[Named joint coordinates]
-*-*-
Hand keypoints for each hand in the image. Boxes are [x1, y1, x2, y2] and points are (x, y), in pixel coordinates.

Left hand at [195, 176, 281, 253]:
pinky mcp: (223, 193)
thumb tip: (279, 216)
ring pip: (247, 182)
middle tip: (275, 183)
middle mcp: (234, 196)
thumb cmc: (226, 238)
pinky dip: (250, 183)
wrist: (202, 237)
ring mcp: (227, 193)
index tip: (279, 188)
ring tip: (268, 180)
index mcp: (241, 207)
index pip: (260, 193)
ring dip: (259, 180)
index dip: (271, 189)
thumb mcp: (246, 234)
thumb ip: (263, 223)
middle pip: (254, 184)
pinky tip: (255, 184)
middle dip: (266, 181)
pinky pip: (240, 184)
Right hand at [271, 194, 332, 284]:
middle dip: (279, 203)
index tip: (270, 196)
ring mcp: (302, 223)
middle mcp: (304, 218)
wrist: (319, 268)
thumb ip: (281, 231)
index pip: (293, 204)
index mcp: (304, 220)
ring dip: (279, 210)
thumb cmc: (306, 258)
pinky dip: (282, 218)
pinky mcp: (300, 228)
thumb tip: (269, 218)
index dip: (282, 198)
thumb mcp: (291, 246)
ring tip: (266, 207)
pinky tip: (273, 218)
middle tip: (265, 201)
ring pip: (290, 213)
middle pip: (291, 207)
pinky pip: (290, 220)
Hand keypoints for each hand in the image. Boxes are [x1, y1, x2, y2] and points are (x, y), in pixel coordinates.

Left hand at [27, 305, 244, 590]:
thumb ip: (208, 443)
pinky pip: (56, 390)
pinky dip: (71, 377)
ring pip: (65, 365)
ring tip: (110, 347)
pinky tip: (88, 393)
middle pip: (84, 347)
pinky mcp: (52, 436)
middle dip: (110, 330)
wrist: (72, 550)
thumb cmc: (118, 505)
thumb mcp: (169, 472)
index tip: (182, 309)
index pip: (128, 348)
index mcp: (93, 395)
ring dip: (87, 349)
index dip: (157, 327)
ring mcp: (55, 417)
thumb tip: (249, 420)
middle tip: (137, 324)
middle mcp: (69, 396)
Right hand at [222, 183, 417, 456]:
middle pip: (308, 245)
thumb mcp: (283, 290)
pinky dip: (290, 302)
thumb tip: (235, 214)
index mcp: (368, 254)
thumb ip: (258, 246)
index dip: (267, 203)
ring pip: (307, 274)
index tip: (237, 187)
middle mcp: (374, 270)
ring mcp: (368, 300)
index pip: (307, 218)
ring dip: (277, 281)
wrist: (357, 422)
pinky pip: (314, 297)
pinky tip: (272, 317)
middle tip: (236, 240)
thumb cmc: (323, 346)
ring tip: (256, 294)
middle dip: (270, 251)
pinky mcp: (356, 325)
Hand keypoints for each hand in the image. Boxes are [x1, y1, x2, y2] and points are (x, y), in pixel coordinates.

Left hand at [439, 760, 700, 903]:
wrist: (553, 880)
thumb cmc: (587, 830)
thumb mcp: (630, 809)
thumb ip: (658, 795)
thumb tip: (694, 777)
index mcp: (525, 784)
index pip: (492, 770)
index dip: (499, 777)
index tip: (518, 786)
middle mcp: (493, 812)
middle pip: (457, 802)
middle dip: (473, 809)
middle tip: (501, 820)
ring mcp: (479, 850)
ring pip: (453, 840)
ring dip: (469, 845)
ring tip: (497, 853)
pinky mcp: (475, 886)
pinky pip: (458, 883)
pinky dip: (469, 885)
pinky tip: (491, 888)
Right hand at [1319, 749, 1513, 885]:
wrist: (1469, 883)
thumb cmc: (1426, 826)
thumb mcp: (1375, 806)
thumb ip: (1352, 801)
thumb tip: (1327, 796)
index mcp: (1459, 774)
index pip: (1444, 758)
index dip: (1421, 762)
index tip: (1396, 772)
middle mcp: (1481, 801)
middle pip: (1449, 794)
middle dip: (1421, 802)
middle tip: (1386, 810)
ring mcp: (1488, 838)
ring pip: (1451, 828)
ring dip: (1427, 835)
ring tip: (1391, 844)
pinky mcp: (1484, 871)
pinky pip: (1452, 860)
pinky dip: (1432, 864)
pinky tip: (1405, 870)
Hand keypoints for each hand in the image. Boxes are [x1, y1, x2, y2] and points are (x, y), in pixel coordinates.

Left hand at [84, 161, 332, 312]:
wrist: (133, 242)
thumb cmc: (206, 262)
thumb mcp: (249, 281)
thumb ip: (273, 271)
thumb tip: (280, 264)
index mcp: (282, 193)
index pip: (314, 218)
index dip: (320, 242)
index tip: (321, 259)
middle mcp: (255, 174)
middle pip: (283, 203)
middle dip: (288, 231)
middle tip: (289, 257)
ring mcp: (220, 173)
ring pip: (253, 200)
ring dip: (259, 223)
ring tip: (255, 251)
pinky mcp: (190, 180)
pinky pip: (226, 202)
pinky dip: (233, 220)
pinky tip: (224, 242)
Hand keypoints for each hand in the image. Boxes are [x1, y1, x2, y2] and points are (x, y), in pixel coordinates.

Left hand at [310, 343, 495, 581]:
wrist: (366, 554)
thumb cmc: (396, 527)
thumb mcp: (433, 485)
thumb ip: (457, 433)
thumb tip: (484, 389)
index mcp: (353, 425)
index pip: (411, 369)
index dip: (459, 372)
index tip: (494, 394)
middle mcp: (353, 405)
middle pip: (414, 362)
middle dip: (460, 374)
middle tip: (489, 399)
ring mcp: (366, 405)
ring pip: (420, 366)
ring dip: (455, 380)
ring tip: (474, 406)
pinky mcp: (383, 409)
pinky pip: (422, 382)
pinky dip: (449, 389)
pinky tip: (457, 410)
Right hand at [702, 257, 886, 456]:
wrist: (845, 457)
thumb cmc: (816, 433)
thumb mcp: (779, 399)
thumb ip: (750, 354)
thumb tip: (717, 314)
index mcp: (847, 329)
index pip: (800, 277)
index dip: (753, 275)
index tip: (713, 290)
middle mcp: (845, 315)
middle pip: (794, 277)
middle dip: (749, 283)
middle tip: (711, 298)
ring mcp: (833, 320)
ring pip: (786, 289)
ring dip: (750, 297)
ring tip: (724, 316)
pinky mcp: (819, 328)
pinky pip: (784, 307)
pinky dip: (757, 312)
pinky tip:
-*-*-
**Task**: Report how many lines in the data contain the word "wrist", with no words besides the number.

**Task response**: 9